"""

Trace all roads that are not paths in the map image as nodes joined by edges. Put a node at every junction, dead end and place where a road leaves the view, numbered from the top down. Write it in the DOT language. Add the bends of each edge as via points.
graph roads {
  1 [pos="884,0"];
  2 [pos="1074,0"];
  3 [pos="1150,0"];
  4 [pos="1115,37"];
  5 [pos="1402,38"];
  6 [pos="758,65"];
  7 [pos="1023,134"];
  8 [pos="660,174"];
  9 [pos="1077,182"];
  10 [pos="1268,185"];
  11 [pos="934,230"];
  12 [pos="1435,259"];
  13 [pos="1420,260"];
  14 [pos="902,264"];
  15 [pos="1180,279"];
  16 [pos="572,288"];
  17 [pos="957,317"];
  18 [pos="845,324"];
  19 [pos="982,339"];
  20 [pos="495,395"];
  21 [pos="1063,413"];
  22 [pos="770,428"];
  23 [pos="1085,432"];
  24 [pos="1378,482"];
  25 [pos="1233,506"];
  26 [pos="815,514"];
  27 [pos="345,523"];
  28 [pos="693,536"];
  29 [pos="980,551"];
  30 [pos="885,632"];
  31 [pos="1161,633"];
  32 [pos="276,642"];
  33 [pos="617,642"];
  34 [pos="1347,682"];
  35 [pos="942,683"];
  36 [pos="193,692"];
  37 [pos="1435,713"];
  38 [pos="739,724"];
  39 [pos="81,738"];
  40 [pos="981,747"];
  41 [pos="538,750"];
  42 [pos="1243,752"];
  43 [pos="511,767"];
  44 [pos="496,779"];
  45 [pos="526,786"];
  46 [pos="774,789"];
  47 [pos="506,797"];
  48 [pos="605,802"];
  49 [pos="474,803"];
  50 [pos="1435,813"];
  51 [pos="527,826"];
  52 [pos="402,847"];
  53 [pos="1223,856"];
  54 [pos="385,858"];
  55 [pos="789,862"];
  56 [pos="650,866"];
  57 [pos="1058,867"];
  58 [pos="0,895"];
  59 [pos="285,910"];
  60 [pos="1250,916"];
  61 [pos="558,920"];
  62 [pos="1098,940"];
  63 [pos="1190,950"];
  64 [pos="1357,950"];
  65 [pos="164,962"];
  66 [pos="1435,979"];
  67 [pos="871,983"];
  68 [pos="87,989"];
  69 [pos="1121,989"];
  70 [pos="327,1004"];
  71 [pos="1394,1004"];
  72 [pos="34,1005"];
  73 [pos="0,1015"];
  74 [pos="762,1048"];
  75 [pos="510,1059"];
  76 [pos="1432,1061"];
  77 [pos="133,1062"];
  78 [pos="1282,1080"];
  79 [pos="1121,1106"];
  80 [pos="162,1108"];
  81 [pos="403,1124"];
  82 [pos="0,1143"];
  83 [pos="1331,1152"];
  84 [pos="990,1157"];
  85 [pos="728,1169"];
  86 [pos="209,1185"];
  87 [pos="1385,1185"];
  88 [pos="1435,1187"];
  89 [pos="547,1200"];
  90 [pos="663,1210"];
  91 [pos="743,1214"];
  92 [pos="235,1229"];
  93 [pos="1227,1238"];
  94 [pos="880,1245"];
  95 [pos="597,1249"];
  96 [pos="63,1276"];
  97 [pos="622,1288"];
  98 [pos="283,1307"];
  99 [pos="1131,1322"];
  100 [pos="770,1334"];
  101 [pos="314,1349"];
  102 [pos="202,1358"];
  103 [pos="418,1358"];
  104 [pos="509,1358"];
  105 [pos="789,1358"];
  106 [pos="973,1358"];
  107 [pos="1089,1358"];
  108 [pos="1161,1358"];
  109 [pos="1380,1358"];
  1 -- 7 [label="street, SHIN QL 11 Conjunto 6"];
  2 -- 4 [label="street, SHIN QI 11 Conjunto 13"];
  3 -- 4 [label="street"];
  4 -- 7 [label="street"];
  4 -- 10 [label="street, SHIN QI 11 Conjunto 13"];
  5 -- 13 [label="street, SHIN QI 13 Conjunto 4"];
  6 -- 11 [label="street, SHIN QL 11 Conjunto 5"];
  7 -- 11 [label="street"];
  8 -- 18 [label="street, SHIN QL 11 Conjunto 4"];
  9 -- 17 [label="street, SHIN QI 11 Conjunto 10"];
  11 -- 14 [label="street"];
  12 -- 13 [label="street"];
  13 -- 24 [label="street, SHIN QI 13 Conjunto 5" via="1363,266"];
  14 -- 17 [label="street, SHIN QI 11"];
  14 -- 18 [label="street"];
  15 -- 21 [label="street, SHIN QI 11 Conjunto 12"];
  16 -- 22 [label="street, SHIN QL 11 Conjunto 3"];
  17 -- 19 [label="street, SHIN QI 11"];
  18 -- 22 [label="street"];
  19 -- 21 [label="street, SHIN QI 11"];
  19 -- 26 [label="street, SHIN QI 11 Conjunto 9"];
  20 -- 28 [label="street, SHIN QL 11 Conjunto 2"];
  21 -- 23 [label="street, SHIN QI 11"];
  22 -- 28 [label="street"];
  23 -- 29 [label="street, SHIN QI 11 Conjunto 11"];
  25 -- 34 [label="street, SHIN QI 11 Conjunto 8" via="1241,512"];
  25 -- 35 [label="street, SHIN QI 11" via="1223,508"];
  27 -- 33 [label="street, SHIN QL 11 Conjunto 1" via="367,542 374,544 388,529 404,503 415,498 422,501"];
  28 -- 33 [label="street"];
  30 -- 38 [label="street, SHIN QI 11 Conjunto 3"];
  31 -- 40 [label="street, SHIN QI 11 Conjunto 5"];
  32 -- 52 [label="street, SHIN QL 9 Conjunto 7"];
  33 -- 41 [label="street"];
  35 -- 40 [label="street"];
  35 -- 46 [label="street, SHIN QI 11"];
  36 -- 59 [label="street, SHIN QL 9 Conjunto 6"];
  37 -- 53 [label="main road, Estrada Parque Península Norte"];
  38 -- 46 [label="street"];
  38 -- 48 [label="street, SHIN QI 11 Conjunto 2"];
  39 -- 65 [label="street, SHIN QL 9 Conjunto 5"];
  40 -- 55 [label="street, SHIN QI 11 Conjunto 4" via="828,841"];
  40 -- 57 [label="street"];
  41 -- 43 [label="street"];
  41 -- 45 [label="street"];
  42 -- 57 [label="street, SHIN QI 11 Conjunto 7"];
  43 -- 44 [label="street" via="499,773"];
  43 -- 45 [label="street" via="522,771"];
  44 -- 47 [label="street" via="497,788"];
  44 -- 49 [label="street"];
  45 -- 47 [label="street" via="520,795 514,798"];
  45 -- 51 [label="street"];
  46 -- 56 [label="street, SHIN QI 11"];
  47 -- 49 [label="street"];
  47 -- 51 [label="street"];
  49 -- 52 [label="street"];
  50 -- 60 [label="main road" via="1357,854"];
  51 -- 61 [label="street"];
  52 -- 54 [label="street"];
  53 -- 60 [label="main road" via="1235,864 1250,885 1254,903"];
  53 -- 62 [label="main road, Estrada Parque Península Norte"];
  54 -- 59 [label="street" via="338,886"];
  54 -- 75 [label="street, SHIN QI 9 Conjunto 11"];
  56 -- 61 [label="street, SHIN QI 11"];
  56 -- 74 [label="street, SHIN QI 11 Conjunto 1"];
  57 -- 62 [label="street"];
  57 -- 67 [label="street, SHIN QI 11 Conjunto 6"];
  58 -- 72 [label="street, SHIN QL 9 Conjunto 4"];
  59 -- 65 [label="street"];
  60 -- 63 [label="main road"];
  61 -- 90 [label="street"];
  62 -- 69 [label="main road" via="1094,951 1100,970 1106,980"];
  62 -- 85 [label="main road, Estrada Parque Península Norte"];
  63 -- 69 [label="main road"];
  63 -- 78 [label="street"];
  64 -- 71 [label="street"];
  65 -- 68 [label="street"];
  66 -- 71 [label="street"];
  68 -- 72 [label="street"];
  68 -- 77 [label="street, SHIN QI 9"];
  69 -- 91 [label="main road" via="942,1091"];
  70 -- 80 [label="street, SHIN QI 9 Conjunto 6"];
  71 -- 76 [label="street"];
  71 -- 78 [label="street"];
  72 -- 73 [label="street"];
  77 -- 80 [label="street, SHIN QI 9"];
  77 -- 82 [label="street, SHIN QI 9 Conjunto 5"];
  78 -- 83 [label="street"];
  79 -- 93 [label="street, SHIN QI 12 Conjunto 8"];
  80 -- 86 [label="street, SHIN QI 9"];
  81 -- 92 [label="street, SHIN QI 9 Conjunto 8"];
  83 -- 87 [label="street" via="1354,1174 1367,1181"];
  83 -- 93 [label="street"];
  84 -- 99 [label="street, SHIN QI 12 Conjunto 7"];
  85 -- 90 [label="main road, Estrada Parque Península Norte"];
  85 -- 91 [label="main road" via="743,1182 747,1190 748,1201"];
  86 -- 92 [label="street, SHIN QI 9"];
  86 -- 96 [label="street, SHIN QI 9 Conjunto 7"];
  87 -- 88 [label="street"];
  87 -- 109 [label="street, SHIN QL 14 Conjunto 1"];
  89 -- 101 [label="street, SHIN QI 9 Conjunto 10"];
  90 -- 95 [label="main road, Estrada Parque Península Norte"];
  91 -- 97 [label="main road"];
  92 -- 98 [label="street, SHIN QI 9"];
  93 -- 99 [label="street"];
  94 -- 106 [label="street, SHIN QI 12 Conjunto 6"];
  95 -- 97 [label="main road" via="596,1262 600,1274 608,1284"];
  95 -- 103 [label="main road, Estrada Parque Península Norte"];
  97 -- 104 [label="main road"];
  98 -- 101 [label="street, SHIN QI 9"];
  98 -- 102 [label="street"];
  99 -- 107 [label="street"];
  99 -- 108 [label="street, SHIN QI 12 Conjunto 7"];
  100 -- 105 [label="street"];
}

"""

■ Problem details: An answer is complete only when it holds every line above containing the string "Parque".

■ Response:
  37 -- 53 [label="main road, Estrada Parque Península Norte"];
  53 -- 62 [label="main road, Estrada Parque Península Norte"];
  62 -- 85 [label="main road, Estrada Parque Península Norte"];
  85 -- 90 [label="main road, Estrada Parque Península Norte"];
  90 -- 95 [label="main road, Estrada Parque Península Norte"];
  95 -- 103 [label="main road, Estrada Parque Península Norte"];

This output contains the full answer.